Forest extent: West Asia

The least forested region, West Asia has only 0.1 per cent of the world's forest and only 1 per cent of its land area is forested

Note: dark green represents closed forest, more than 40 per cent covered with trees more than 5 metres high; mid-green represents open (10-40 per cent coverage) and fragmented forest; light green represents other woodland, shrubland and bushland

Source: FAO 2001a

Forests and woodlands of West Asia occupy only 3.66 million ha or 1 per cent of the region's land area and account for less than 0.1 per cent of the world's total forested area (FAO 2001a). The majority of forest cover (62 per cent) is in the Arabian Peninsula with the remainder scattered in the mountains and hills of northern Iraq, Jordan, Lebanon, Syria and the Occupied Palestinian Territories. The best stands of closed forests are found on the uplands near the Mediterranean. Tracts of mangrove forests grow along the coasts of the Arabian Peninsula. Forest resources are state-owned and administered centrally (FAO 1997).

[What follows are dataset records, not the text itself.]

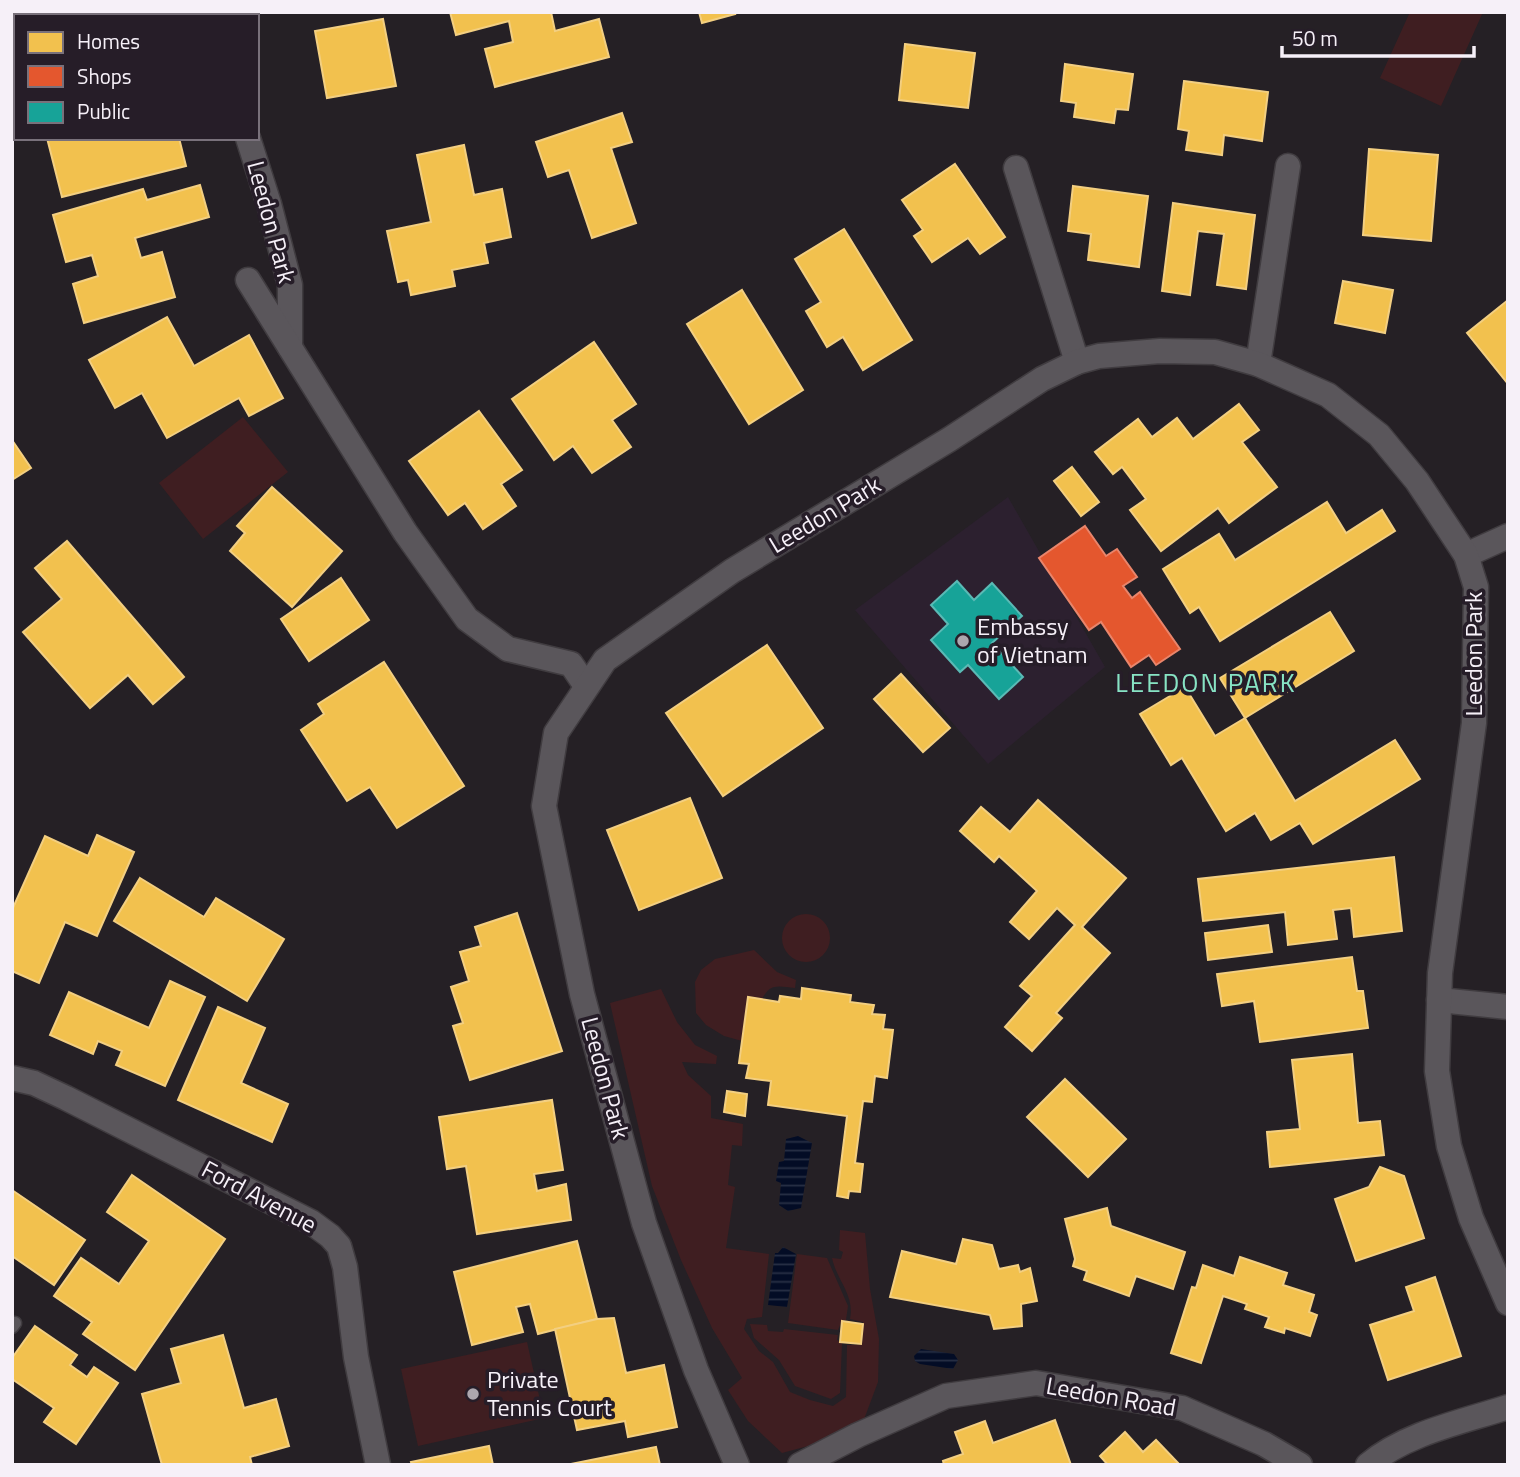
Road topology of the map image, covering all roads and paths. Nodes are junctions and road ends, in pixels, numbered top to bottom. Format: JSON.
{"nodes":[{"id":1,"x":249,"y":140,"type":"edge"},
{"id":2,"x":1288,"y":166,"type":"dead end"},
{"id":3,"x":1016,"y":168,"type":"dead end"},
{"id":4,"x":248,"y":280,"type":"dead end"},
{"id":5,"x":290,"y":348,"type":"junction"},
{"id":6,"x":1077,"y":362,"type":"junction"},
{"id":7,"x":1258,"y":364,"type":"junction"},
{"id":8,"x":1508,"y":536,"type":"edge"},
{"id":9,"x":1466,"y":555,"type":"junction"},
{"id":10,"x":586,"y":686,"type":"junction"},
{"id":11,"x":1439,"y":1000,"type":"junction"},
{"id":12,"x":1508,"y":1007,"type":"edge"},
{"id":13,"x":12,"y":1078,"type":"edge"},
{"id":14,"x":1508,"y":1303,"type":"edge"},
{"id":15,"x":1508,"y":1406,"type":"edge"},
{"id":16,"x":378,"y":1465,"type":"edge"},
{"id":17,"x":737,"y":1465,"type":"edge"},
{"id":18,"x":800,"y":1465,"type":"edge"},
{"id":19,"x":1300,"y":1465,"type":"edge"},
{"id":20,"x":1368,"y":1465,"type":"edge"}],
"edges":[{"from":1,"to":5,"type":"street","name":"Leedon Park"},
{"from":2,"to":7,"type":"street"},
{"from":3,"to":6,"type":"street"},
{"from":4,"to":5,"type":"street","name":"Leedon Park"},
{"from":5,"to":10,"type":"street","name":"Leedon Park"},
{"from":6,"to":7,"type":"street","name":"Leedon Park"},
{"from":6,"to":10,"type":"street","name":"Leedon Park"},
{"from":7,"to":9,"type":"street","name":"Leedon Park"},
{"from":8,"to":9,"type":"street"},
{"from":9,"to":11,"type":"street","name":"Leedon Park"},
{"from":10,"to":17,"type":"street","name":"Leedon Park"},
{"from":11,"to":12,"type":"street"},
{"from":11,"to":14,"type":"street","name":"Leedon Park"},
{"from":13,"to":16,"type":"street","name":"Ford Avenue"},
{"from":15,"to":20,"type":"street"},
{"from":18,"to":19,"type":"street","name":"Leedon Road"}]}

The forests and woodlands of the region are generally composed of slow-growing species of poor quality and of little economic value (Nahal 1985, FAO 1997). Harsh climatic conditions limit forestry potential and restrict regeneration once forests are degraded (Abido 2000a). Under rainfed conditions, average forest productivity varies from 0.02 to 0.5 m3/ha/year, although it reaches 2.9 m3/ha/year in the natural forests of Pinus brutia of northern Syria (Nahal 1985, GORS 1991). By contrast, the productivity of irrigated eucalyptus plantations may exceed 17 m3/ha/year (Abido 2000b). Nevertheless, forests play a vital role in protecting the region's water and soil resources, especially in steep and mountainous terrain, and in areas prone to desertification. They also afford protection from dust storms and stabilize dunes and river banks (FAO 1997).

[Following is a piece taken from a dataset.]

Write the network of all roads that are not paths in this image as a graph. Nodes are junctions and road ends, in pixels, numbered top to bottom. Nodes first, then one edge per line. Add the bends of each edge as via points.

All countries in the region depend on imports to meet the bulk of their wood product needs. The total value of forest product imports increased nearly fourfold between 1972 and 1996, from US$131 million to more than US$500 million (FAOSTAT 1998) while exports of forest products totalled US$36.6 million between 1996 and 1998 (UNDP, UNEP, World Bank and WRI 2000).